9. In the present case, the ld.AO has granted depreciation at the rate of 15% without examining relevant provisions. It appears that his finding is based upon his experience and past impression. He was of the opinion that once Board has not granted higher rate of depreciation to cars, which are put in the business of hiring, or in public transportation, then how a partner, who used motor car for the purpose of business can be granted at a such rate. In the case he had an impression, higher rate of depreciation at the most could be granted to the car used for the public transportation for the people. On appeal, the ld.
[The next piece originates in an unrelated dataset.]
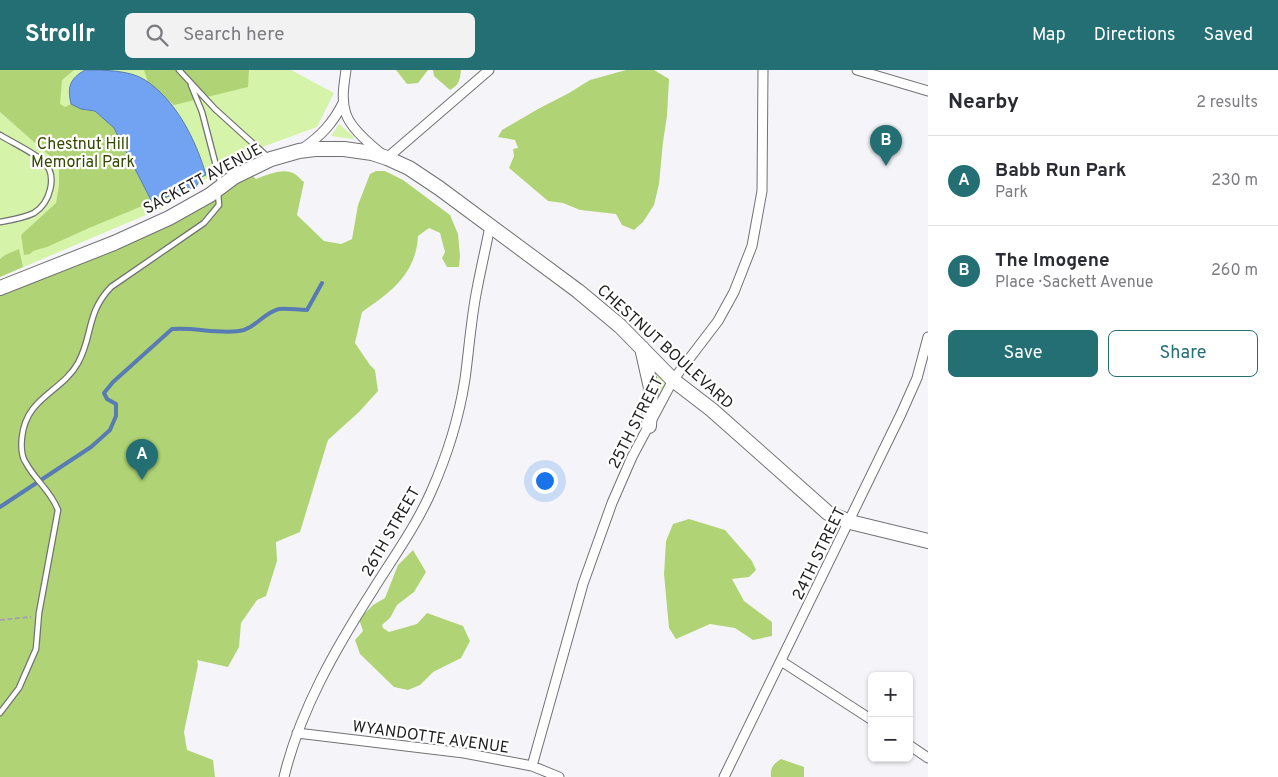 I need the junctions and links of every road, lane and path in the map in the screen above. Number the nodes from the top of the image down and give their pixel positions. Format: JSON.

CIT(A) has observed that CBDT has amended I. T. Rules by Income Tax (Third Amendment) Rules, 2009 and new Appendix has been introduced. The ld. CIT(A) made reference to Notification no.10/2009 dated 19.1.2009 and also para-6 of the said notification which gives definition of commercial vehicle. I have examined this notification available on page no.1.426 of Income Tax Rules (3rd Edition) of Taxmann i.e. 2016 edition. Paragraph-6 contemplates definition of “commercial vehicle”. This paragraph is available at page no.1.433 of the Taxmann ’s Income Tax Rules. I find it is verbatim same as considered by the ITAT, Mumbai. There is no such condition that vehicle would qualify as “commercial vehicles” when licensed to be used as public transport. For facility of reference, I take note of this as under:

10. “Commercial vehicle” means “heavy goods vehicle”, “heavy passenger motor vehicle”, “light motor vehicle”, “medium goods vehicle” and “medium passenger motor vehicle” but does not include “maxi-cab”, “motor-cab”, “tractor” and “road-roller”. The expressions “heavy goods vehicle”, “heavy passenger motor vehicle”, “light motor vehicle”, “medium goods vehicle”, “medium passenger motor vehicle”, “maxi-cab”, “motor-cab”, “tractor” and “roadroller” shall have the meanings respectively as assigned to them in section 2 of the Motor Vehicles Act, 1988 (59 of 1988).”

11. In view of the above, I do not find any disparity on facts. I allow appeal of the assessee and delete disallowance made by the AO.

On due consideration of the above order, we are of the view that there is no disparity on facts and circumstances of the case, therefore, we allow the appeal of the assessee and delete disallowance.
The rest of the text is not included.